Stored dataset items:

▬▬▬▬▬▬▬▬▬▬

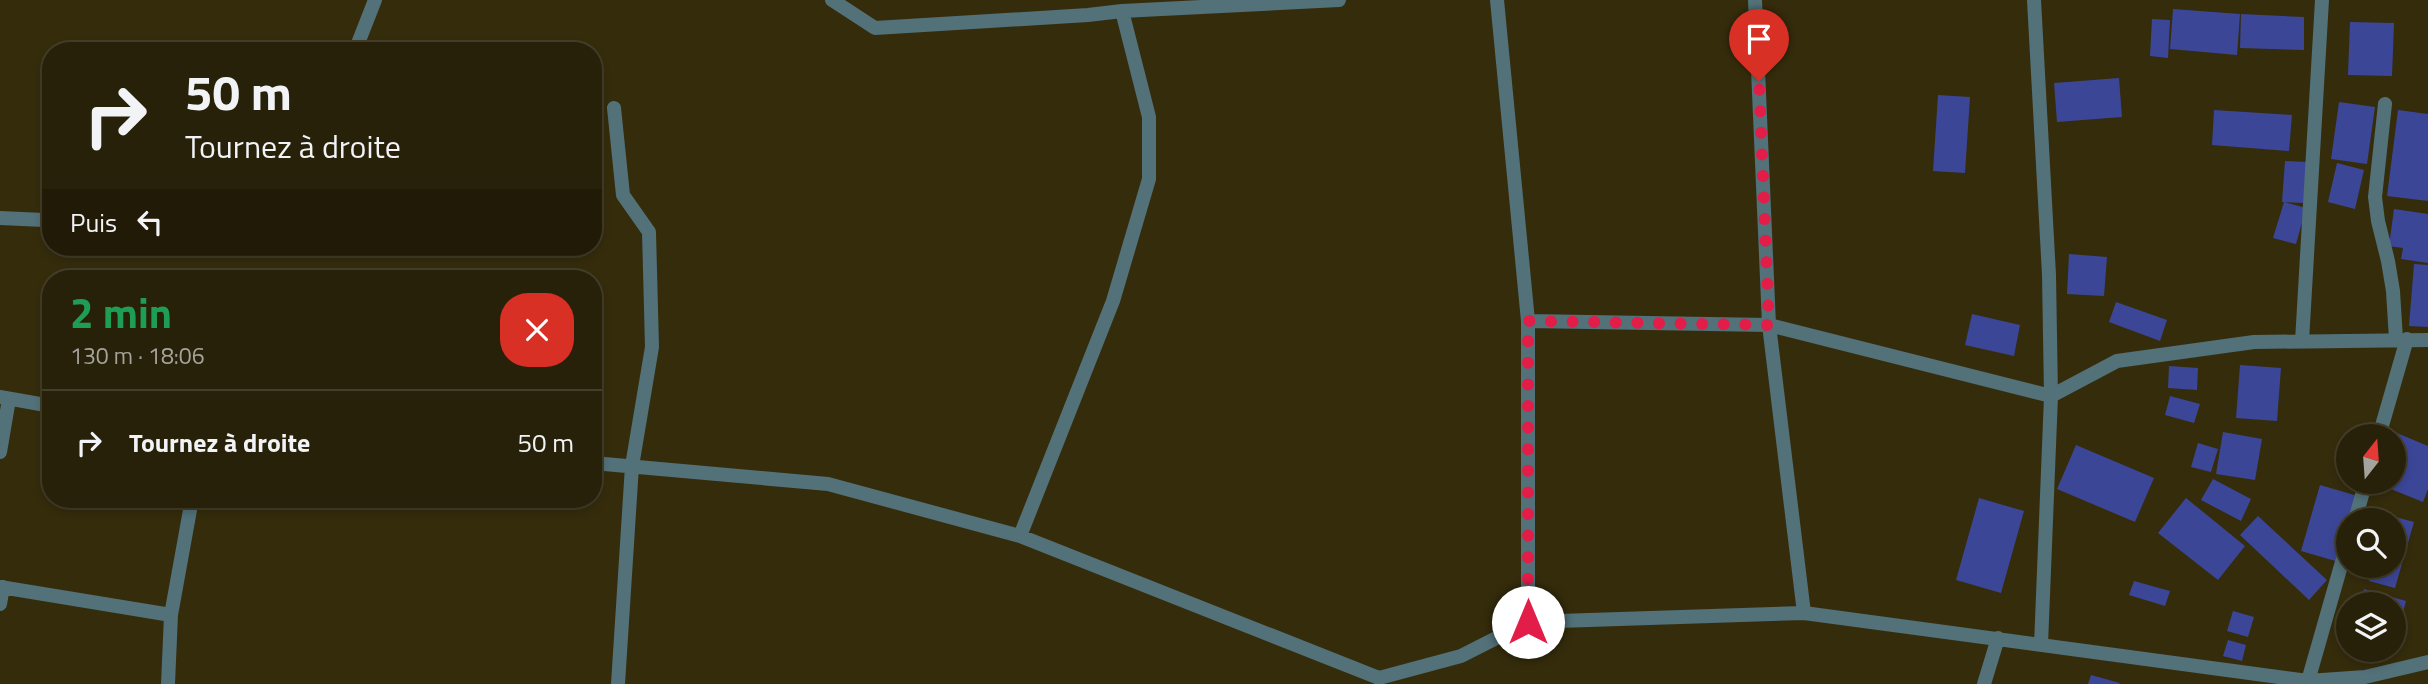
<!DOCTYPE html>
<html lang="fr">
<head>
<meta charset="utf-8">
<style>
  :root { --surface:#282109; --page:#302912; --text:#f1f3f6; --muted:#a5a39c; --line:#443e2a }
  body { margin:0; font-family:"Titillium Web",sans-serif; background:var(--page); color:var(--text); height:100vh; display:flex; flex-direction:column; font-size:26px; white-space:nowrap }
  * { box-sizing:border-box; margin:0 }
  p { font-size:23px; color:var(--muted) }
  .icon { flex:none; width:38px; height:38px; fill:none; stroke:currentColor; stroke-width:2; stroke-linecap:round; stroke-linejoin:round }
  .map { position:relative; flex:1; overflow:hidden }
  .sheet { position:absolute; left:42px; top:270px; width:560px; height:238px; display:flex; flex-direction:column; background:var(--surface); border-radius:28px; box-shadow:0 4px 10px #0003,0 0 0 2px var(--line) }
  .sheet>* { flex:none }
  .top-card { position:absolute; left:42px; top:42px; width:560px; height:214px; border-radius:28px; box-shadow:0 4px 10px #0003,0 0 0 2px var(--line); background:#282109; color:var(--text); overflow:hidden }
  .needle { width:46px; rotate:17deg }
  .buttons { position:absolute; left:2336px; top:424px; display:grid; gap:14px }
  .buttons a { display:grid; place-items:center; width:70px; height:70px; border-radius:50%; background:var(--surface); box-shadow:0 4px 10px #0003,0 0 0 2px var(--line); font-size:35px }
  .pin { position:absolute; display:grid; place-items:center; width:60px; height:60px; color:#fff; margin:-72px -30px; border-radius:50% 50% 50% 0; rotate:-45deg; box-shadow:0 0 7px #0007 }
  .pin .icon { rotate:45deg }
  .me { position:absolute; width:77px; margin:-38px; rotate:0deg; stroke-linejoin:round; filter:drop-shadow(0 0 5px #0008) }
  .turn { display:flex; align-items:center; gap:24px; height:147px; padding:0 28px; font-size:32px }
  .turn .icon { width:91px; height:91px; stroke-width:2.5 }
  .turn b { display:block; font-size:49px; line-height:60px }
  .then { display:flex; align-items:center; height:66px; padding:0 28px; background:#0003; gap:14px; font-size:26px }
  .round { display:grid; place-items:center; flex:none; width:74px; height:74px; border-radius:28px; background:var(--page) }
  .overview { display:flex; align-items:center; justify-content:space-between; height:119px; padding:0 28px }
  h1 { font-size:42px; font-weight:700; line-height:52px; color:#1e9e55 }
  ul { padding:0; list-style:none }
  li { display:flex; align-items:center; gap:21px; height:105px; padding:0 28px; border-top:2px solid var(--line) }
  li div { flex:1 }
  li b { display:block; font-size:26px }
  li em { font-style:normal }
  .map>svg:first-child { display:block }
  .building { fill:#3b4697 }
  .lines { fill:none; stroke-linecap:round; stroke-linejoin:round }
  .minor { stroke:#527178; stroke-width:14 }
  .route { stroke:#e11d48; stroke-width:12; stroke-dasharray:0 21.6 }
</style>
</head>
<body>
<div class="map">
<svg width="2428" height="684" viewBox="0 0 2428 684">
  <rect width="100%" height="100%" fill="#352c0c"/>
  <path class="building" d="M2173 9 2240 14 2237 55 2170 49Z
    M2241 14 2304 17V50L2240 48Z
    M2152 19 2170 20 2168 58 2150 56Z
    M2350 22 2394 23 2392 76 2348 75Z
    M2119 78 2122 117 2057 122 2054 83Z
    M1938 95 1970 97 1965 173 1933 171Z
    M2339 102 2375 107 2367 164 2331 159Z
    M2214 110 2292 115 2289 151 2212 145Z
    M2398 110 2428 114V201L2387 196Z
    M2285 161 2308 162 2305 203 2282 202Z
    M2337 163 2364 170 2355 209 2328 202Z
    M2284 202 2306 208 2296 244 2273 238Z
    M2394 209 2428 214V263L2401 259 2403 248 2389 246Z
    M2069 254 2107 257 2104 296 2067 294Z
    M2414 264 2428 265V327L2409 326Z
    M2116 302 2167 320 2160 341 2109 322Z
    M1972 314 2020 325 2014 356 1965 345Z
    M2240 365 2281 368 2277 421 2236 418Z
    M2169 366 2198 368 2197 390 2168 388Z
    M2170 396 2200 404 2194 423 2165 415Z
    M2392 431 2428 446V489L2423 502 2371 481H2394V436H2390Z
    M2223 432 2262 439 2255 480 2216 474Z
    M2198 443 2218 449 2211 472 2191 467Z
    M2076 445 2154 478 2135 522 2057 489Z
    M2213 479 2251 499 2241 521 2201 500Z
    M2320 485 2358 496 2348 520V529L2339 562 2301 551Z
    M1979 498 2024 511 2001 593 1956 580Z
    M2186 498 2245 546 2218 580 2158 533Z
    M2388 515 2414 522 2395 588 2369 581 2374 565H2394V520H2387Z
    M2258 516 2327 580 2309 600 2240 535Z
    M2134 581 2170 591 2165 606 2129 595Z
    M2364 589 2406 601 2400 623 2394 621V604H2360Z
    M2233 611 2254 617 2248 637 2227 631Z
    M2228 640 2246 645 2242 661 2223 656Z
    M2091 675 2120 683 2119 684H2088Z"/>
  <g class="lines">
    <path class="minor" d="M832 0 875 28 1088 15 1122 11 1339 0
      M1497 0 1528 321V622
      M1755 0 1769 325 1804 613
      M2034 0 2049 275 2051 396 2041 645
      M355 51 375 0
      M2385 104 2375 197 2378 221 2388 261 2393 291 2396 339
      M614 108 623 195 649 232 652 347 632 466 618 684
      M0 218 44 220
      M1528 321 1769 325 2051 396 2117 361 2254 342 2428 340
      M2302 341 2322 0
      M0 397 51 406
      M2379 436 2407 339
      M0 452 9 399
      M593 463 828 484 1020 536 1379 678 1461 656 1528 622 1804 613 2308 681 2365 677 2428 662
      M2355 520 2366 481
      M1020 536 1113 301 1149 179V117L1122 11
      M0 587 171 615
      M0 604 3 587
      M2308 681 2348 541
      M168 684 171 615 192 499
      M1984 684 1998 638"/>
  </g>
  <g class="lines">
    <path class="route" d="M1528 622V321L1769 325 1759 81"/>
  </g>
</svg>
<div class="buttons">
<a><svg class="needle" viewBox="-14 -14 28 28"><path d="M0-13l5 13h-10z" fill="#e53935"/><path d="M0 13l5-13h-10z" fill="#a5a39c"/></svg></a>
<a><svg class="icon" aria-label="search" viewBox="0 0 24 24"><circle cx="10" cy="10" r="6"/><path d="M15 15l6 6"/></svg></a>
<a><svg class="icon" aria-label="layers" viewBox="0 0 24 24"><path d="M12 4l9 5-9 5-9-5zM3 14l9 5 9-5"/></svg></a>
</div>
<div class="pin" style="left:1759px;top:81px;background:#d93025"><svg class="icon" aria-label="arrive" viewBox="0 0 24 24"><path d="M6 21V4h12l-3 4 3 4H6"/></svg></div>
<svg class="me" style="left:1528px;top:622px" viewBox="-20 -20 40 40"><circle r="19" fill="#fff"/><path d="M0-13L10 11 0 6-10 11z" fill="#e11d48"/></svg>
<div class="top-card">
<div class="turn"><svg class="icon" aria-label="right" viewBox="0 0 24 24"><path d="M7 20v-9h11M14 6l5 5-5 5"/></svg><div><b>50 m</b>Tournez à droite</div></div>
<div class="then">Puis<svg class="icon" aria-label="left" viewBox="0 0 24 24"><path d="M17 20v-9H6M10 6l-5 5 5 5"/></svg></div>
</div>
<section class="sheet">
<div class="overview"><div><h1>2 min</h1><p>130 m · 18:06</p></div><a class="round" style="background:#d93025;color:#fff"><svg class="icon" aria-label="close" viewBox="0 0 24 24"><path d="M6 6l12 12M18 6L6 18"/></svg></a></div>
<ul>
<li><svg class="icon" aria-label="right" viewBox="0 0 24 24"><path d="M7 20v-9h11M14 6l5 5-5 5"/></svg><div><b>Tournez à droite</b></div><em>50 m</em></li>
</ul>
</section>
</div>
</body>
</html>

▬▬▬▬▬▬▬▬▬▬

■ Assignment
Using the data above, extract exactly the lines from the one that holds "flex:none; width:38px; height:38px;" to the one that holds "display:flex; align-items:center; height:66px;", both ends included, and no others.

■ Solution for this task
  .icon { flex:none; width:38px; height:38px; fill:none; stroke:currentColor; stroke-width:2; stroke-linecap:round; stroke-linejoin:round }
  .map { position:relative; flex:1; overflow:hidden }
  .sheet { position:absolute; left:42px; top:270px; width:560px; height:238px; display:flex; flex-direction:column; background:var(--surface); border-radius:28px; box-shadow:0 4px 10px #0003,0 0 0 2px var(--line) }
  .sheet>* { flex:none }
  .top-card { position:absolute; left:42px; top:42px; width:560px; height:214px; border-radius:28px; box-shadow:0 4px 10px #0003,0 0 0 2px var(--line); background:#282109; color:var(--text); overflow:hidden }
  .needle { width:46px; rotate:17deg }
  .buttons { position:absolute; left:2336px; top:424px; display:grid; gap:14px }
  .buttons a { display:grid; place-items:center; width:70px; height:70px; border-radius:50%; background:var(--surface); box-shadow:0 4px 10px #0003,0 0 0 2px var(--line); font-size:35px }
  .pin { position:absolute; display:grid; place-items:center; width:60px; height:60px; color:#fff; margin:-72px -30px; border-radius:50% 50% 50% 0; rotate:-45deg; box-shadow:0 0 7px #0007 }
  .pin .icon { rotate:45deg }
  .me { position:absolute; width:77px; margin:-38px; rotate:0deg; stroke-linejoin:round; filter:drop-shadow(0 0 5px #0008) }
  .turn { display:flex; align-items:center; gap:24px; height:147px; padding:0 28px; font-size:32px }
  .turn .icon { width:91px; height:91px; stroke-width:2.5 }
  .turn b { display:block; font-size:49px; line-height:60px }
  .then { display:flex; align-items:center; height:66px; padding:0 28px; background:#0003; gap:14px; font-size:26px }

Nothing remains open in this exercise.